Absorbing Perelman's music requires an act of immersion. Play this music in your car or on a walk and allow it to shape you perception of the world. Spin the discs as the soundtrack to your day or evening and it integrates into your thoughts and speech patterns. It is almost as if the listener becomes a collaborator to this music.

The reference point for all of Perelman's work is pianist Matthew Shipp. They've recorded the duos The Art Of The Duet Volume One (2013), Complementary Colors (2015), Callas (2015), and Corpo (2016), where each player shares equally in the music making. Sometimes, it is as if they are of one mind. Indeed, they speak the same language, one that involves acrobatic flights of improvisation and inventive technique. Even when the saxophonist is not playing with Shipp, the music he creates has the pianist's mark. Or is it Perelman's fingerprints in Shipp's music? You decide. On Volume 3 The wildcard is Cleaver. His expressive nature has graced ensembles led by Craig Taborn, John Hébert, and Chris Lightcap, among many others. Here, he boosts the session into a five star category.

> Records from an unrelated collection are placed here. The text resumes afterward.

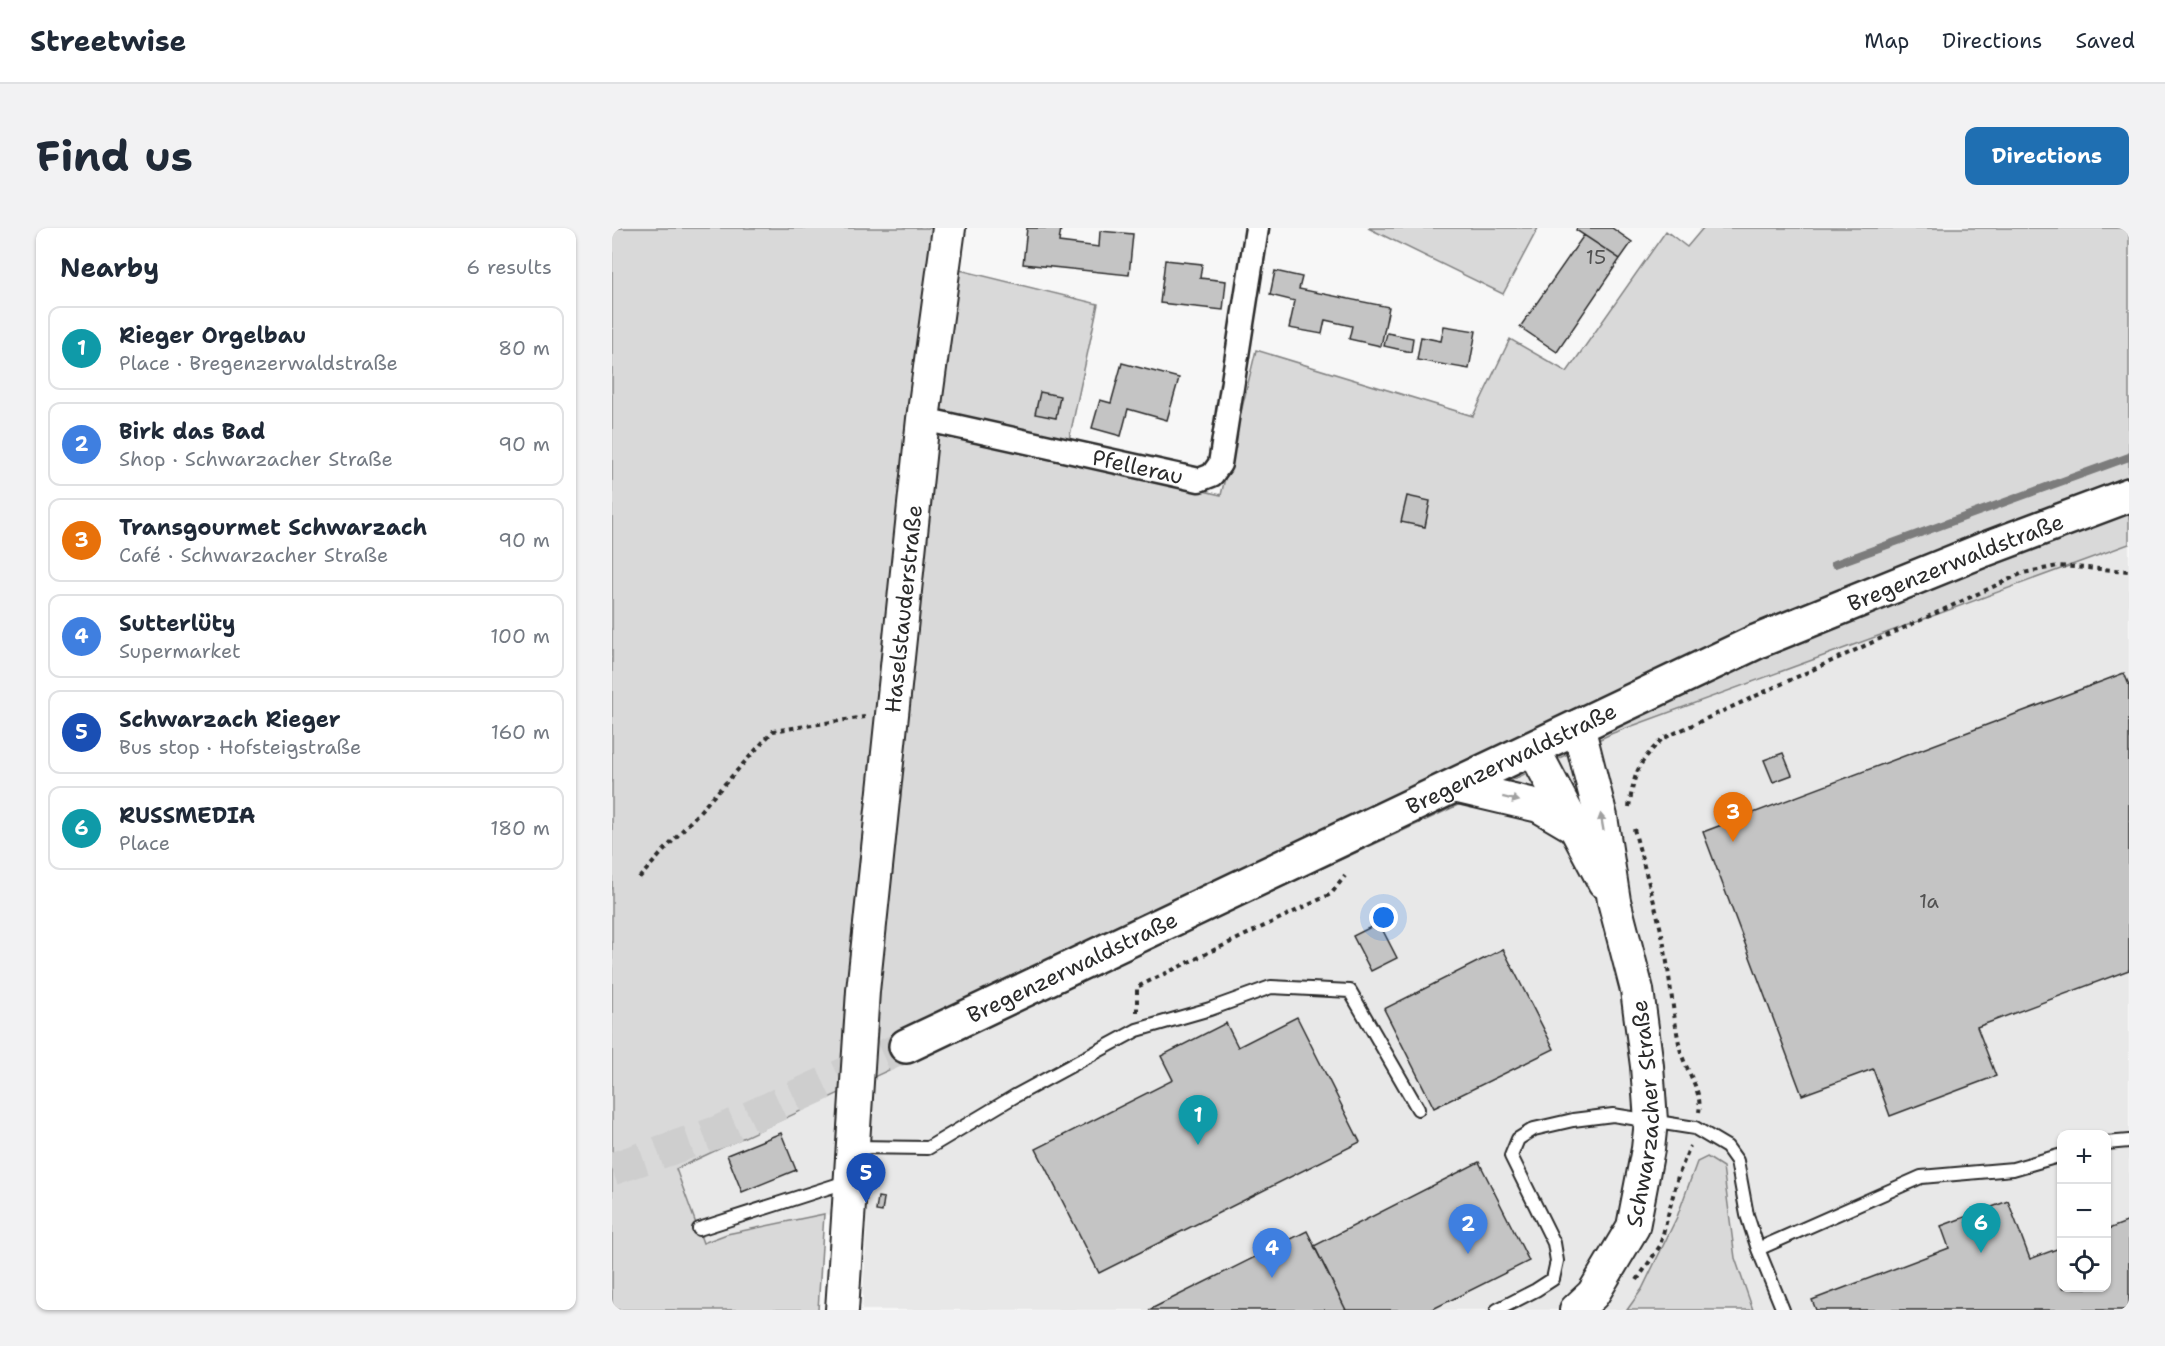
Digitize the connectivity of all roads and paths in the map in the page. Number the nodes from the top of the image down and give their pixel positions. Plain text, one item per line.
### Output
1 (949, 228) edge
2 (1257, 228) edge
3 (923, 418) junction
4 (2129, 495) edge
5 (2129, 571) edge
6 (892, 713) junction
7 (1578, 726) junction
8 (1533, 748) junction
9 (1454, 786) junction
10 (1629, 809) dead end
11 (1632, 820) dead end
12 (1574, 826) junction
13 (1345, 876) dead end
14 (639, 878) dead end
15 (1614, 901) junction
16 (1137, 1030) junction
17 (906, 1046) tunnel mouth
18 (1418, 1109) dead end
19 (1651, 1121) junction
20 (1695, 1128) junction
21 (2129, 1142) edge
22 (2111, 1143) edge
23 (853, 1147) junction
24 (2057, 1156) edge
25 (850, 1180) junction
26 (699, 1229) dead end
27 (1758, 1249) junction
28 (1635, 1283) dead end
29 (842, 1310) edge
30 (1497, 1310) edge
31 (1576, 1310) edge
32 (1784, 1310) edge

1 - 3 main road, Haselstauderstraße
2 - 3 street, Pfellerau
3 - 6 main road, Haselstauderstraße
4 - 7 main road, Bregenzerwaldstraße
5 - 10 path
6 - 14 path
6 - 23 main road, Haselstauderstraße
7 - 8 main road, Bregenzerwaldstraße
15 -> 7 main road, Schwarzacher Straße
8 - 9 main road, Bregenzerwaldstraße
8 - 12 main road, Schwarzacher Straße
9 -> 12 main road
9 - 17 main road, Bregenzerwaldstraße
11 - 20 path
12 - 15 main road, Schwarzacher Straße
13 - 16 path
15 - 19 main road, Schwarzacher Straße
16 - 18 lane
16 - 23 lane
19 - 20 lane
19 - 30 lane
19 - 31 main road, Schwarzacher Straße
20 - 27 lane
20 - 28 path
21 - 22 lane
23 - 25 main road, Haselstauderstraße
24 - 27 lane
25 - 26 lane
25 - 29 main road, Haselstauderstraße
27 - 32 lane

The sound is extraordinary, each player alternately maintaining the flow and opening up their book of sound.

With just Perelman's recorded output of 2016 loaded into your mobile deivce, there is enough music to run two marathons.

Tracks and Personnel

The Hitchhiker

Tracks: The Shadowy Path; The Well Of Memory; Twilight; Unspoken Feelings; The Hitchhiker; Pride And Prejudice; Extremely Loud While Incredibly Quiet; Engulfed In Flames; Zen And The Art Of Improvisation; The Sound Of Bliss; Well-Behaved Quarter Notes.

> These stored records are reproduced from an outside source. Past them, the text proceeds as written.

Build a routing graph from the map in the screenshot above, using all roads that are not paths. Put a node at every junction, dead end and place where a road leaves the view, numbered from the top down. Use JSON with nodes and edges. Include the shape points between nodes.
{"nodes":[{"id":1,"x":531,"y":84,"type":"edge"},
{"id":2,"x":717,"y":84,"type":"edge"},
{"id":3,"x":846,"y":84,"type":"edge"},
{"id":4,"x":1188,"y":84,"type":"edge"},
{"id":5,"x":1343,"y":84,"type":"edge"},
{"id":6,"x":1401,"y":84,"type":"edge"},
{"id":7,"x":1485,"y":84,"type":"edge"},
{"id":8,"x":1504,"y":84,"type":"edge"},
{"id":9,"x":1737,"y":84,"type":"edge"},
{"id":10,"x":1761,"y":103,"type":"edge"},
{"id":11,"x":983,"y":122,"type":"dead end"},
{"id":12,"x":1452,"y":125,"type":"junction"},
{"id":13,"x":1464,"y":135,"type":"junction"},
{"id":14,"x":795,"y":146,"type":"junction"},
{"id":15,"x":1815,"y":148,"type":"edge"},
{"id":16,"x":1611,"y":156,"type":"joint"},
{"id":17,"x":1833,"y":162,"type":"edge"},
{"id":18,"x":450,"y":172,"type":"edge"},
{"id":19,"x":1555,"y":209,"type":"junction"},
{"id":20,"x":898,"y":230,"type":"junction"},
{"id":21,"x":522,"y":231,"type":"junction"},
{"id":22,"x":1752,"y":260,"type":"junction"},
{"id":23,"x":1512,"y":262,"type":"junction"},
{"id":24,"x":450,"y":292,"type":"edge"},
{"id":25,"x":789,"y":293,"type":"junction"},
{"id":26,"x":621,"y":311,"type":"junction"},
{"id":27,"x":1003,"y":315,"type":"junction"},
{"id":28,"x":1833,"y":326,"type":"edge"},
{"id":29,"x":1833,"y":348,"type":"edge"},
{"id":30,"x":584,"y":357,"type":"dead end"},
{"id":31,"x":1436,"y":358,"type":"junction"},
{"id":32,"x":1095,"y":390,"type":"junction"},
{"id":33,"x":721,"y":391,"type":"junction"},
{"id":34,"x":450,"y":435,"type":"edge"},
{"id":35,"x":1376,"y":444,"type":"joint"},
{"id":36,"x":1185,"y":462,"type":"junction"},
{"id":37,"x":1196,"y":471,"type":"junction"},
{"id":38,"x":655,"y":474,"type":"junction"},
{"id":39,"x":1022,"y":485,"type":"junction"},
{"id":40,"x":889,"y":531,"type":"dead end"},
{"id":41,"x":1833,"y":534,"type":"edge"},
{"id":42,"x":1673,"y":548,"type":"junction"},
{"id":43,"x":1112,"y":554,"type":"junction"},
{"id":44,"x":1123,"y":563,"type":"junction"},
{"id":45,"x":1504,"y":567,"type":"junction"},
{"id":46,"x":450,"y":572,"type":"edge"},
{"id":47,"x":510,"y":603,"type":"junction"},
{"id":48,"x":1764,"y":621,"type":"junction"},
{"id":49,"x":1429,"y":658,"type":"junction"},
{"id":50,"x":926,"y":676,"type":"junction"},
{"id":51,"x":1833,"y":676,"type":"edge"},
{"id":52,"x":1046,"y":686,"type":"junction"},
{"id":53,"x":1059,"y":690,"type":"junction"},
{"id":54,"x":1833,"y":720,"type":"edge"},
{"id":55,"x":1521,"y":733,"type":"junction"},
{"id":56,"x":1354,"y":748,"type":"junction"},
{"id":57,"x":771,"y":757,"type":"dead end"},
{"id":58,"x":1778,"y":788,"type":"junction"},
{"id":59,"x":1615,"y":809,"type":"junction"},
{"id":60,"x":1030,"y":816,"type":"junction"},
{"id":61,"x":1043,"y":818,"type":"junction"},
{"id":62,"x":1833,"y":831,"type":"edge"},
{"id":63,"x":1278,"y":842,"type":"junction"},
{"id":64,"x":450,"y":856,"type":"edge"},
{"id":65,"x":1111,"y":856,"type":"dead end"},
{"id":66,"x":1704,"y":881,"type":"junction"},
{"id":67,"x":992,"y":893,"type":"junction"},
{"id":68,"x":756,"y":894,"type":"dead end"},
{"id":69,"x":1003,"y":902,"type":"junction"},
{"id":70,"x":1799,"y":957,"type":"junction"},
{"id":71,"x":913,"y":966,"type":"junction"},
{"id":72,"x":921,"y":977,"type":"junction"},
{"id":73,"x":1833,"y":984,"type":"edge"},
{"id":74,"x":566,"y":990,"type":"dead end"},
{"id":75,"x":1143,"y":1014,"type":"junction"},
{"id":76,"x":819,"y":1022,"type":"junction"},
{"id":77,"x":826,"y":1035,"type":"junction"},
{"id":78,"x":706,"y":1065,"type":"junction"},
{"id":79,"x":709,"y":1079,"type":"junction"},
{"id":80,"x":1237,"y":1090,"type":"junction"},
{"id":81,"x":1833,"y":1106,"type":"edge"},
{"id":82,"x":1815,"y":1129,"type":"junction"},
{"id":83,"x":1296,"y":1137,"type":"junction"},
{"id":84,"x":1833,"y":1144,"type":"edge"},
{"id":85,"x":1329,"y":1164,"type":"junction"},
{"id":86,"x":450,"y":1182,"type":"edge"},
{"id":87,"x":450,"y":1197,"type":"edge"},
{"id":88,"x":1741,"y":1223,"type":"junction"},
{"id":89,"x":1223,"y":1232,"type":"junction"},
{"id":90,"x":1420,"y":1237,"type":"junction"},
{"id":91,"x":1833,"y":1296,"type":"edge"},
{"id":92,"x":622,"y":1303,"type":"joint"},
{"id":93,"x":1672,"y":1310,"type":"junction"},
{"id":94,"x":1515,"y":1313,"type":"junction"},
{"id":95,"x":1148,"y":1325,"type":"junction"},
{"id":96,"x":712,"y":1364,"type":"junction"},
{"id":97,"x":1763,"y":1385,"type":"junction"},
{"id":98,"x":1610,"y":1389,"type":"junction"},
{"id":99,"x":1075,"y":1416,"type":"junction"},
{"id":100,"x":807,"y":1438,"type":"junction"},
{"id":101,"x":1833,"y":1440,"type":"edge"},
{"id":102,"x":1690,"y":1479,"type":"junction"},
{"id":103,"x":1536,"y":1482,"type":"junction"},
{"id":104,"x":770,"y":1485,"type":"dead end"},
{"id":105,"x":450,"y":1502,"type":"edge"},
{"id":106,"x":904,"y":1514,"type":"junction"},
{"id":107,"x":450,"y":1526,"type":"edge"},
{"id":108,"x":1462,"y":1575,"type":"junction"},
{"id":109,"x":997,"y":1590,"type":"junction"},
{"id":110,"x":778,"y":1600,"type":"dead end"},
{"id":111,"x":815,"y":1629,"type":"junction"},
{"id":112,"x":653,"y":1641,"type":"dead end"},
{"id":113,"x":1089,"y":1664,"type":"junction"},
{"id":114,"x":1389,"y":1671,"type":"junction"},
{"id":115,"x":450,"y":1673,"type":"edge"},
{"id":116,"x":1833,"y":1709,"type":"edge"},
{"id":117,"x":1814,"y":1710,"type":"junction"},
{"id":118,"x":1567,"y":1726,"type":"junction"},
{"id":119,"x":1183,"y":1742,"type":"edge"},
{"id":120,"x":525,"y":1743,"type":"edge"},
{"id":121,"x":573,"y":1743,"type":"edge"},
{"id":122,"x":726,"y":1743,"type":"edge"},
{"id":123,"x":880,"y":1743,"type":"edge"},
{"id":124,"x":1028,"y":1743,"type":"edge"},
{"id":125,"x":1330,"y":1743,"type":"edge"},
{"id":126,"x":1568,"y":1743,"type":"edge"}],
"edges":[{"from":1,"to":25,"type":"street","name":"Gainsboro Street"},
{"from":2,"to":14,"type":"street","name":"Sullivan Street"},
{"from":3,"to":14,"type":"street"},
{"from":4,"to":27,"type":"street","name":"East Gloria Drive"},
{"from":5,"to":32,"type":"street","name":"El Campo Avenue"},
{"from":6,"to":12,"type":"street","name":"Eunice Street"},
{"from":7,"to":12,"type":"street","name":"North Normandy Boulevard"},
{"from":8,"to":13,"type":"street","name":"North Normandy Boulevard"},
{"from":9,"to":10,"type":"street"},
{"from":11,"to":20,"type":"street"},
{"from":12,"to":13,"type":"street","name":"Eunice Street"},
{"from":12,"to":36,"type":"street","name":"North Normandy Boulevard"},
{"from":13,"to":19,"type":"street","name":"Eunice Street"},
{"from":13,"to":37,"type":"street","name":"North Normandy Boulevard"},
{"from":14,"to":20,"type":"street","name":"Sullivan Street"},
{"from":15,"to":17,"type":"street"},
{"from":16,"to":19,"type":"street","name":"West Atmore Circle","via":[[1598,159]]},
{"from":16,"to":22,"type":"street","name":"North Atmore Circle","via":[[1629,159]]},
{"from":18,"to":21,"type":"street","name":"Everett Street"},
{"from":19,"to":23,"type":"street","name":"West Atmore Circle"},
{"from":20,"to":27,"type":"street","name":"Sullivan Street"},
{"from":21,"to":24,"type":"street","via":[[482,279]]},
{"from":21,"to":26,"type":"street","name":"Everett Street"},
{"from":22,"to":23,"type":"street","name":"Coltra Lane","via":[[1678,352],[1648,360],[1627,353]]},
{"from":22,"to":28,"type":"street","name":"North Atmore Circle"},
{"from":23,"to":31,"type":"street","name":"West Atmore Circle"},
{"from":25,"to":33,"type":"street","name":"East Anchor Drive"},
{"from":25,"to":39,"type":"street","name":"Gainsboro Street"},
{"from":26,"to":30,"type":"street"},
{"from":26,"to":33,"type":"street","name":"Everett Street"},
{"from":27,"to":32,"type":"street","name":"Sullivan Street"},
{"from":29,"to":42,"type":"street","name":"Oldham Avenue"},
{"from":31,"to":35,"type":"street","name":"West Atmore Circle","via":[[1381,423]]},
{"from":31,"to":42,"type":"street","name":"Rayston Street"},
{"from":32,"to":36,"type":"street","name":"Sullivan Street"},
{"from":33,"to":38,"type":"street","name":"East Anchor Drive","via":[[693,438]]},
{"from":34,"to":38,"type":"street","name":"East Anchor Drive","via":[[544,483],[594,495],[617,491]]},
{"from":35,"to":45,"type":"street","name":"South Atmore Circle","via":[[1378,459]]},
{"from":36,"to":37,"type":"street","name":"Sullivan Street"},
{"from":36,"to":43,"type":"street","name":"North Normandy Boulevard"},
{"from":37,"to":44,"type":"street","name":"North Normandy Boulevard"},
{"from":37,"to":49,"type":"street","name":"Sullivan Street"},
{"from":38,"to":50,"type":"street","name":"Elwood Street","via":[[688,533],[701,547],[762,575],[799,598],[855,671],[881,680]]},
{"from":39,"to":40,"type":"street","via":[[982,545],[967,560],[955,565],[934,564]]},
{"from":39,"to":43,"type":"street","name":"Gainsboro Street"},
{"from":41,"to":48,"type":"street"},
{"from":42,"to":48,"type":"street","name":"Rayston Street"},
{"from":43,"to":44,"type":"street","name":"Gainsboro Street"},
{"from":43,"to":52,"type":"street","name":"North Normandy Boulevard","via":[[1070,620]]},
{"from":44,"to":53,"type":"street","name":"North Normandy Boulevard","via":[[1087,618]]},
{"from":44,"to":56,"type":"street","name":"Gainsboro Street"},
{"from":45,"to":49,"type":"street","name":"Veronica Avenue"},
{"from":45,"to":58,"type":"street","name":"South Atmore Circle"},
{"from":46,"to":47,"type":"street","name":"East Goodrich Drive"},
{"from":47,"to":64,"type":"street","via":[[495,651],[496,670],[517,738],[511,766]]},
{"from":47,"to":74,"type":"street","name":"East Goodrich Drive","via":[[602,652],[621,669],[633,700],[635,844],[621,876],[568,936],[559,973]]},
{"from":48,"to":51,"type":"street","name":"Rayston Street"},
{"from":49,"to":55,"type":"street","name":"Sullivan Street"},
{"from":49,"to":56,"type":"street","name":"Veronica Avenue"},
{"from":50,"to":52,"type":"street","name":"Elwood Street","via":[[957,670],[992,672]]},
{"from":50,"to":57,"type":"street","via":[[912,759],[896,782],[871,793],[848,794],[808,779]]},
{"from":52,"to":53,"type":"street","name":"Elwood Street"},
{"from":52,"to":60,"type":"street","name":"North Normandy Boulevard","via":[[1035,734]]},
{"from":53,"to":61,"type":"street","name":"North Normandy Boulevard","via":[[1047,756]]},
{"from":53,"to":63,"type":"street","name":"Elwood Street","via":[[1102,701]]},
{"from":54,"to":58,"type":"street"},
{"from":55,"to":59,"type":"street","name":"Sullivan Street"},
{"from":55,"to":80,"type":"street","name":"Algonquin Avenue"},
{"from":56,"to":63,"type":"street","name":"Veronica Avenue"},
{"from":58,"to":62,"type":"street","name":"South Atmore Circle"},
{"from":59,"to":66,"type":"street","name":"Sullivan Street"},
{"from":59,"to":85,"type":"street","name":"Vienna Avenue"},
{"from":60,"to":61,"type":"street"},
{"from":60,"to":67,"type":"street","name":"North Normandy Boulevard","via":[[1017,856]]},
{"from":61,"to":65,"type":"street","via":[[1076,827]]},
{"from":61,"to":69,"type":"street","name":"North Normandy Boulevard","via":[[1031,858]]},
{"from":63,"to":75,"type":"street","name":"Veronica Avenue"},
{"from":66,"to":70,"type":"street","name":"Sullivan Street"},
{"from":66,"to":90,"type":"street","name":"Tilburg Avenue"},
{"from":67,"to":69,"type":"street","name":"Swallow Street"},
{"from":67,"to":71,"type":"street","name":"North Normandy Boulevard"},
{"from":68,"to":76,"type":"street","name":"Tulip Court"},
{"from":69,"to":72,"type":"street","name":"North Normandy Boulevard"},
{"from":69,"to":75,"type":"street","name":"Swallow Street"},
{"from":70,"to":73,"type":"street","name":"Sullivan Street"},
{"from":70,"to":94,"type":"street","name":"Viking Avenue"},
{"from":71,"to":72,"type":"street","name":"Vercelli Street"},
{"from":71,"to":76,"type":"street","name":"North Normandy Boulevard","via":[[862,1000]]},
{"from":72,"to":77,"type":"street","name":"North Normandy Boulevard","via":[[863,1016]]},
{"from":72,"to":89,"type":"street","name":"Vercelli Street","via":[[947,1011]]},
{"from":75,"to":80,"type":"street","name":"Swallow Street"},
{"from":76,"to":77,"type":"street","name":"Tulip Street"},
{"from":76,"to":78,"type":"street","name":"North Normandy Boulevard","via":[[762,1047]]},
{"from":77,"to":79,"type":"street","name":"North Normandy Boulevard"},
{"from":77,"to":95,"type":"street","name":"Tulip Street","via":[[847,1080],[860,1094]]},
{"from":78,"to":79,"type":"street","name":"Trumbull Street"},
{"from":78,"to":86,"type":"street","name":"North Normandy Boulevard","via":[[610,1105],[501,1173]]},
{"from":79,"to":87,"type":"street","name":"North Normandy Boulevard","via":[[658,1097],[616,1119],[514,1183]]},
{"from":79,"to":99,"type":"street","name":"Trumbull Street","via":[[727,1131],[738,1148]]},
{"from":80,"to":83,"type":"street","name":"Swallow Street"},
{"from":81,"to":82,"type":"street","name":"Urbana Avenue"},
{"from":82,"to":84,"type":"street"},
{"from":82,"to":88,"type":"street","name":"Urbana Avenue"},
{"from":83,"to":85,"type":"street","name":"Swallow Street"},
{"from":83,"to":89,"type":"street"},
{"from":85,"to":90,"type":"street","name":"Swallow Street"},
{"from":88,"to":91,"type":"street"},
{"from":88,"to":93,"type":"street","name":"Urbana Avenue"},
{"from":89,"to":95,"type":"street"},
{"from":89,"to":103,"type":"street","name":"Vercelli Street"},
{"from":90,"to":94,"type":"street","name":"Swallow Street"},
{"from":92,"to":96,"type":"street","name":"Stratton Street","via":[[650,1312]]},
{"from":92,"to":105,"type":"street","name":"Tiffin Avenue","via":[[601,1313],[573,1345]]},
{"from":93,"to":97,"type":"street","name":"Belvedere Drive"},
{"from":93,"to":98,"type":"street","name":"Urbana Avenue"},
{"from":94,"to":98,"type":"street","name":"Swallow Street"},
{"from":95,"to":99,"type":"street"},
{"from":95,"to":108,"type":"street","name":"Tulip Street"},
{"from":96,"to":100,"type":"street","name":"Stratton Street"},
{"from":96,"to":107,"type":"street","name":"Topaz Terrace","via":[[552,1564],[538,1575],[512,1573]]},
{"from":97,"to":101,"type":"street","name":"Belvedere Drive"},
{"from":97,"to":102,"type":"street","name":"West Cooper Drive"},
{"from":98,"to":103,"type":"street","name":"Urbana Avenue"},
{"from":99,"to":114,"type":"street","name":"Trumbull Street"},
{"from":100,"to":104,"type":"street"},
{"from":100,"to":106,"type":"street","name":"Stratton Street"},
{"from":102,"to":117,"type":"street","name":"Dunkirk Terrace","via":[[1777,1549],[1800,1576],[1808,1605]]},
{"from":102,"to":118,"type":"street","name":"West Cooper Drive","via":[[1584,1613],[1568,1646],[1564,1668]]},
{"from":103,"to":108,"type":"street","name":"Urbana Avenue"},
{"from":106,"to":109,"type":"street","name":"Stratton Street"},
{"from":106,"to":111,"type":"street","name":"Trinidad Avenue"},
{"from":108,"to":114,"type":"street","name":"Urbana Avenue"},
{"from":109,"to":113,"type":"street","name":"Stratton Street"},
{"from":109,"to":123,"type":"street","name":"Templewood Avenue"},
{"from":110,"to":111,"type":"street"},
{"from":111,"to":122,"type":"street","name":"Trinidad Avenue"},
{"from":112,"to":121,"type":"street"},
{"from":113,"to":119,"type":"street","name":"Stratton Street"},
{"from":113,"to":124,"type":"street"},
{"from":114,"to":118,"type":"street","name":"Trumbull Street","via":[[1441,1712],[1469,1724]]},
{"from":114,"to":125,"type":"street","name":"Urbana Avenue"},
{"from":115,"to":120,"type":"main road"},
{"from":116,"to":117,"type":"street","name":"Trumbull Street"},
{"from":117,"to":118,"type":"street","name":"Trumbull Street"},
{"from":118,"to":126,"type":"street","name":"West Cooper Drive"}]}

Personnel: Ivo Perelman: tenor saxophone; Karl Berger: vibraphone.

The Art Of the Improv Trio: Volume 1

Tracks: Part 1; Part 2; Part 3; Part 4; Part 5; Part 6.

Personnel: Ivo Perelman: tenor saxophone; Karl Berger: piano; Gerald Cleaver: drums.

Blue

Tracks: Blue; Turtle Dance; Amost Blue; Bluebird; Instant; Wee Hours; Blue Lester; Tight Rope; Crossword.

Personnel: Ivo Perelman: tenor saxophone; Joe Morris: acoustic guitar.

The Art Of the Improv Trio: Volume 6

Tracks: Part 1; Part 2.

Personnel: Ivo Perelman: tenor saxophone; Joe Morris: bass; Gerald Cleaver: drums.

The Art Of the Improv Trio: Volume 3

Tracks: Part 1; Part 2; Part 3; Part 4; Part 5; Part 6; Part 7; Part 8; Part 9.

Personnel: Ivo Perelman: tenor saxophone; Matthew Shipp: piano; Gerald Cleaver: drums.